How a malicious actor can own all your VMs
An attacker can use the default service account in Google Cloud to move laterally across compute engine instances. In this blog post, we will review all the required permissions and access scopes that allow an attacker to move laterally from one compute engine instance to all instances in the same Google Cloud project scope. We will also point you to a script that detects and analyzes the misconfiguration that enables this attack.
What is a service account?
A service account enables both applications and compute engine instances (VMs) to interact with the different resources and APIs in Google Cloud. Service accounts are created under your different projects, and you can create as many as you need to represent different levels of access.
Here’s an example of different service accounts for each resource:
Service account types
- User-managed service accounts – As the name implies, this type of service account is created and maintained by the user. The user manually creates the service account and assigns the specific roles it needs.
- Google-managed service accounts – This type of service account is created by Google automatically to access various cloud services that need to act on your behalf.

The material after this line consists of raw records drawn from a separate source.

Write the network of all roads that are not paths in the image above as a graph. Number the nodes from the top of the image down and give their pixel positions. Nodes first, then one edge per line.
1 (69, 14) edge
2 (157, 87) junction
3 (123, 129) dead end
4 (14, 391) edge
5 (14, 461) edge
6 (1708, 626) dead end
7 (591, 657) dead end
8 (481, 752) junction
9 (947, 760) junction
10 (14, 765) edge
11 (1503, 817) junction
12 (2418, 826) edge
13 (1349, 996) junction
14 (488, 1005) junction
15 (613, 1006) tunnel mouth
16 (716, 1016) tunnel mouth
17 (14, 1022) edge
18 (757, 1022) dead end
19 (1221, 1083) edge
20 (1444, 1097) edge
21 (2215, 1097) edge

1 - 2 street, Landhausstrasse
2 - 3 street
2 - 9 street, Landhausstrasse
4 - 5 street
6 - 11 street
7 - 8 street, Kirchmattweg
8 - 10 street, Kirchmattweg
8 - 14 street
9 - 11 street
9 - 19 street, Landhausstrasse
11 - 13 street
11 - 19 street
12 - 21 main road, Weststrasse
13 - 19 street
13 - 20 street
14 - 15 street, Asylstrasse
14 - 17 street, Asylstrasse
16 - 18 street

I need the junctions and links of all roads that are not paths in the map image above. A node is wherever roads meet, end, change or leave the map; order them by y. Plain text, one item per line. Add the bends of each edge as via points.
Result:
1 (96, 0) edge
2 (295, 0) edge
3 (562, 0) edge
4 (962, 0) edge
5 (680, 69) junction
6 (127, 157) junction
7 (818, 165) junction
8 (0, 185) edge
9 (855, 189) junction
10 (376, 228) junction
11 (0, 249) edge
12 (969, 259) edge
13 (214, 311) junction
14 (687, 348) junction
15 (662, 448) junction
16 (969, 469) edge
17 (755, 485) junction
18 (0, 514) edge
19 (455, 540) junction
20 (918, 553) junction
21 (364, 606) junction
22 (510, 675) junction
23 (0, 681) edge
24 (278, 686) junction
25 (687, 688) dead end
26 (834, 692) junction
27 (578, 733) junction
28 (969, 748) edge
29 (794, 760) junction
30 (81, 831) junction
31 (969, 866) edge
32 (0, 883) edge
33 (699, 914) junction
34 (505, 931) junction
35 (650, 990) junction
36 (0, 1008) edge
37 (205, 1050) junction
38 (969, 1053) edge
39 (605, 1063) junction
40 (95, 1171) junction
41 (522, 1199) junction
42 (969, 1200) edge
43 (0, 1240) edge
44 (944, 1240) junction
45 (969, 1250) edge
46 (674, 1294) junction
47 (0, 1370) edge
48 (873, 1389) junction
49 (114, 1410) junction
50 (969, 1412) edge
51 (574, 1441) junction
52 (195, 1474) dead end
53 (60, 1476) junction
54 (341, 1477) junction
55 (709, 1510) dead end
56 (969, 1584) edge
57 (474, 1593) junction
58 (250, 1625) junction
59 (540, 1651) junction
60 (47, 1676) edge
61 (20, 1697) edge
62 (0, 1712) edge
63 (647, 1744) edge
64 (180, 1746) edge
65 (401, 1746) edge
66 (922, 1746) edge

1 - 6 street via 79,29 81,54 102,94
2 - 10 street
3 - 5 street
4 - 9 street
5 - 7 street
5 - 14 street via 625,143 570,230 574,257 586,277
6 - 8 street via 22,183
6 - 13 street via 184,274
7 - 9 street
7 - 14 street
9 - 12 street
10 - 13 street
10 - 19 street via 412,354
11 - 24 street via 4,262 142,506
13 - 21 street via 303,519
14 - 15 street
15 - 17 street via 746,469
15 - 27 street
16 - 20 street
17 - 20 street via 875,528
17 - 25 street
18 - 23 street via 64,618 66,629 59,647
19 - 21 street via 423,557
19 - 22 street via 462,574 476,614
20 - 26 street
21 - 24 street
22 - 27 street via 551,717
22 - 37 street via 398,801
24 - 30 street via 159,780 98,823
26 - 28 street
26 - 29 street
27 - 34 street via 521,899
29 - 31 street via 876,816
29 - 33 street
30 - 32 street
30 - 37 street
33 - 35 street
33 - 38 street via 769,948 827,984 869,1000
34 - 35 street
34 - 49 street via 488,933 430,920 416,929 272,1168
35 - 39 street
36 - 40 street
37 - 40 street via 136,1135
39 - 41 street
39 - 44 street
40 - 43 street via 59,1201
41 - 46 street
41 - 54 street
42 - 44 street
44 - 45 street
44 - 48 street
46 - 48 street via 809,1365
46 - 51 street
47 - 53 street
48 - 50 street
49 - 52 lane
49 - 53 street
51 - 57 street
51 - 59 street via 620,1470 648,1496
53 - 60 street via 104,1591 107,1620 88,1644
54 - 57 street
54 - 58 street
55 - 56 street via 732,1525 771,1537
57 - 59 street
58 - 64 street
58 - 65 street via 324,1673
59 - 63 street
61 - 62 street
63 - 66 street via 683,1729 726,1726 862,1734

- Default service accounts – This type of service account is created by Google Cloud and can execute cloud API calls to various resources in the project. Default service accounts are automatically given the Editor role when created. We will focus on this type of service account later.
Roles
Roles are simply a collection of permissions. Since some actions require multiple permissions, they are assigned to a role that principals can use to execute these actions.
Here’s an example of the compute.instanceAdmin role:
There are three types of Basic (also known as Primitive) roles:
- The Owner role has complete control over the project. They can view, edit, and create all resources.
- The Editor role can view and modify all resources but not create new ones.
- The Viewer role has read-only permissions.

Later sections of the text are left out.